Issues in writing and reading datetime in R - r

Below is an example, where I calculate travel time between to points. I create a tibble with start time, duration, end_time and time_diff = end_time - start_time. I wrote the tibble using write_csv() and read it again with read_csv()
library(sf)
library(tidygeocoder)
library(osrm)
library(lubridate)
# 1. One World Trade Center, NYC
# 2. Madison Square Park, NYC
adresses <- c("285 Fulton St, New York, NY 10007",
"11 Madison Ave, New York, NY 10010")
# geocode the two addresses & transform to {sf} data structure
data <- tidygeocoder::geo(adresses, method = "osm") %>%
st_as_sf(coords = c("long", "lat"), crs = 4326)
rownames(data) <- c("One World Trafe Center", "Madison Square Park")
# calculate travel time from "One World Trade Center" to "Madison Square Park"
osroute <- osrmTable(src = data["One World Trade Center", ],
dst = data["Madison Square Park", ])
tbl_out <- tibble(start_trip = ymd_hms("2018-01-01 08:00:00", tz = "America/New_York"),
duration = osroute$durations,
end_trip = start_trip + 60 * osroute$durations,
time_diff = difftime(end_trip, start_trip, units = "mins")
write.csv(tbl_out,
"sample.csv")
tbl_in <- read_csv("sample.csv")
Here is the screenshot of tbl_out (used to write the data)
Here is the screenshot of tbl_in (read using read_csv)
Can someone help me fix some issues -
Datetime changed from EST to UTC after writing into csv and then reading from csv file
Time_diff and duration have same values. But time_diff is better readable and how can I add unit mins to duration. I don't want to convert it character and paste min.
Is there a way to convert time duration and time_diff to HH:MM and still perform basic operation like addition
Follow up on 3. In case we convert time to HH:MM. Can I write 74.5 mins as 74:30.
time_diff in tbl_in after reading from csv file does not have min

The time's timezone is not written to file when you write.csv, so when reading it in there is no clue what TZ it should be. I suggest you always write in one timezone (e.g., "UTC"), and then explicitly cast it when you read it in. You can do this with attr<-:
now <- Sys.time()
now
# [1] "2021-08-27 14:09:59 EDT"
attr(now, "tzone") <- "UTC"
now
# [1] "2021-08-27 18:09:59 UTC"
What you're seeing is a "difftime"-class object.
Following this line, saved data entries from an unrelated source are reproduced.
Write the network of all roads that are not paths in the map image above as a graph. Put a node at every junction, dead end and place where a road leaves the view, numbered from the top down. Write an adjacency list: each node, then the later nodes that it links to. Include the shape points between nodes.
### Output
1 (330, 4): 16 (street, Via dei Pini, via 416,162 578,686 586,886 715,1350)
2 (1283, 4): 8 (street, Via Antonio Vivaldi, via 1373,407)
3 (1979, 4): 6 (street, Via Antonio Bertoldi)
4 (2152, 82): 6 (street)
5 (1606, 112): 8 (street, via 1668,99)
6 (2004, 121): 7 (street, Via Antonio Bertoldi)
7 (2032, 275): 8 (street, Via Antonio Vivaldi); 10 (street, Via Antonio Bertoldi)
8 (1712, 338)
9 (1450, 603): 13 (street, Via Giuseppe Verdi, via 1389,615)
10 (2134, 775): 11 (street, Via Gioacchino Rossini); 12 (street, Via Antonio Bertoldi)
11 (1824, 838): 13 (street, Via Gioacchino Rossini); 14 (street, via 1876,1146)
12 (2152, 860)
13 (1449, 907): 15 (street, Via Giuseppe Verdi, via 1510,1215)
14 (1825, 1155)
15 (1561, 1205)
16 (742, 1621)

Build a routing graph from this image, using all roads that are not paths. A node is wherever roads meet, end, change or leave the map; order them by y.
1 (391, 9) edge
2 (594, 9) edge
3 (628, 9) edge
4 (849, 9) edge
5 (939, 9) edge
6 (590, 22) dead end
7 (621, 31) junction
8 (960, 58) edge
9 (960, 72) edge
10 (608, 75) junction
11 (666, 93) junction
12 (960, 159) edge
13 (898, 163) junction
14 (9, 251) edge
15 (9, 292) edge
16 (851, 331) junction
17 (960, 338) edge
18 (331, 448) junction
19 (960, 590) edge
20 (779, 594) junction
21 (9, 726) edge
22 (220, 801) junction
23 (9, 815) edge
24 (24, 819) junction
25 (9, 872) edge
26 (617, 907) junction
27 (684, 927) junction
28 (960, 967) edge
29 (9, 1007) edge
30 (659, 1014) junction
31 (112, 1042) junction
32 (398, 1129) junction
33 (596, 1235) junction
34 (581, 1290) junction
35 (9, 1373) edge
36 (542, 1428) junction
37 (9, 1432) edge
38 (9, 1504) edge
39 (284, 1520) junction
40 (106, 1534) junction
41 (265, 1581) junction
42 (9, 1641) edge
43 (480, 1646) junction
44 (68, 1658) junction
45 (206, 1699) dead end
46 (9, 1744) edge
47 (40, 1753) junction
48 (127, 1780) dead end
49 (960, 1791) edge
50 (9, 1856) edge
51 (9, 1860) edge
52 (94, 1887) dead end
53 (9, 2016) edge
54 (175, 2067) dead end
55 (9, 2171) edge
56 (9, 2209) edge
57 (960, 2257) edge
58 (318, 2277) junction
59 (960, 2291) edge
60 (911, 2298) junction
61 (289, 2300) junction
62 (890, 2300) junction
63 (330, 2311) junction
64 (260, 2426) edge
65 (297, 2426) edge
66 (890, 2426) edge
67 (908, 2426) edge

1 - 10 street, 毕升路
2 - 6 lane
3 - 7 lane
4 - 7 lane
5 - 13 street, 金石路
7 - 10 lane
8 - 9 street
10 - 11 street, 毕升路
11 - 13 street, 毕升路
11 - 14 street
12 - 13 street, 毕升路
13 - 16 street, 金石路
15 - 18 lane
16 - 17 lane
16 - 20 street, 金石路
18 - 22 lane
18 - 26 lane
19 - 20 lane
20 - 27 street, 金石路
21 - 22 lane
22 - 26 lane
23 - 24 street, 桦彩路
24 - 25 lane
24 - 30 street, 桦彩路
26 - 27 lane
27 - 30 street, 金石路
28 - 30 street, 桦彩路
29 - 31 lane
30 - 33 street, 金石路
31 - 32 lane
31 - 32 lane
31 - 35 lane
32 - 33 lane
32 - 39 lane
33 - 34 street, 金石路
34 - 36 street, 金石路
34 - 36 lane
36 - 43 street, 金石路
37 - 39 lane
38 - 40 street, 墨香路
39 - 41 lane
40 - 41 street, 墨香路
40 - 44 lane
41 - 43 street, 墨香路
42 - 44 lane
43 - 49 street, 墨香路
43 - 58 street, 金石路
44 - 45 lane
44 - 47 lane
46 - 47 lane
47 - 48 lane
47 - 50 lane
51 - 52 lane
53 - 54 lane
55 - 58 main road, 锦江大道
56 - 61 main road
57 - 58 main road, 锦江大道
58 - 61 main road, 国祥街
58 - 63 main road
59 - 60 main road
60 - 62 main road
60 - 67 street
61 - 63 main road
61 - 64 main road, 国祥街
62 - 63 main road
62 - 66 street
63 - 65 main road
You can convert any numeric vector into this; all that that class does is change the print method used for it.
times <- c(10.4, 19)
times + 1
# [1] 11.4 20.0
times <- structure(times, class="difftime", units="mins")
times
# Time differences in mins
# [1] 10.4 19.0
times + 1
# Time differences in mins
# [1] 11.4 20.0
One implementation could be to use data.table::as.ITime:
times <- c(10.41, 19.01)
as.ITime(60*times) # ITime assumes seconds for all numbers
# [1] "00:10:24" "00:19:00"
as.ITime(60*times) + 60
# [1] "00:11:24" "00:20:00"
Frankly, I think that may be the best way-forward, even if it gives you HH:MM:SS instead of just HH:MM (perhaps there's a way to customize that ... I don't know offhand). One benefit of this method is that it writes to CSVs as the HH:MM:SS format (which may or may not be perfect):
write.csv(data.frame(x = as.ITime(60*times)), "foo.csv")
readLines("foo.csv")
# [1] "\"\",\"V1\"" "\"1\",00:10:24" "\"2\",00:19:00"
However, if that doesn't fit your needs, then below is a hack that might be sufficient for your needs. (Note that this, when saved to a CSV, is not saved in that format, it is saved as a number.)
format.my_difftime <- function(x, ..., digits = getOption("digits.my_difftime", 0)) {
if (is.null(digits)) digits <- getOption("digits.my_difftime", 0) # idk why this is needed
units <- attr(x, "units")
if (!is.null(units)) {
mult <- switch(units,
sec=, secs=1/60,
min=, mins=1,
hour=, hours=60,
day=, days=86400,
NA)
if (is.na(mult)) {
warning("Unrecognized units, ignoring: ", sQuote(units, q = FALSE))
mult <- 1
}
x <- x * mult
} # else assume 'mins'
fmt <- paste0("%02i:%0", digits+2+(digits>0), ".0", digits, "f")
sprintf(fmt, as.integer(x), 60 * (x %% 1))
}
print.my_difftime <- function(x, ...) cat(format(x), "\n")
as.data.frame.my_difftime <- as.data.frame.difftime
units.my_difftime <- function(x) attr(x, "units")
`units<-.my_difftime` <- function(x, value) {
attr(x, "units") <- value
x
}
Demonstration:
times <- c(10.41, 19.01)
structure(times, class = "my_difftime", units = "sec")
# 00:10 00:19
structure(times, class = "my_difftime", units = "min")
# 10:25 19:01
structure(times, class = "my_difftime", units = "hour")
# 624:36 1140:36
options(digits.my_difftime = 3)
times <- structure(times, class = "my_difftime", units = "min")
times
# 10:24.600 19:00.600
data.frame(x = times)
# x
# 1 10:24.600
# 2 19:00.600
options(digits.my_difftime = 0)
data.frame(x = times)
# x
# 1 10:25
# 2 19:01
dput(data.frame(x = times))
# structure(list(x = structure(c(10.41, 19.01), class = "my_difftime", units = "min")), class = "data.frame", row.names = c(NA, -2L))
(Resolved in 3.)
Similar to #1, write.csv does not include units when it writes to a file; in fact, if it did, then read.csv (and most other CSV-reading functions) might presume that the column is character instead.
write.csv(data.frame(x = times), "foo.csv") # using my_difftime, not ITime
readLines("foo.csv")
# [1] "\"\",\"x\"" "\"1\",10.41" "\"2\",19.01"
The numbers are preserved.
In the case of this naïve implementation for my_difftime, though, the numbers never change, so the "units" attribute is merely for presentation. That is, when you calculate times, make sure that its units are always "minutes" (in my assumption of the OP/question) or something known.
From there, for TZ and for my_difftime, once somebody read.csv's the file, they are responsible for properly classing the column.

Related

Generating sequence of all days of a given year [duplicate]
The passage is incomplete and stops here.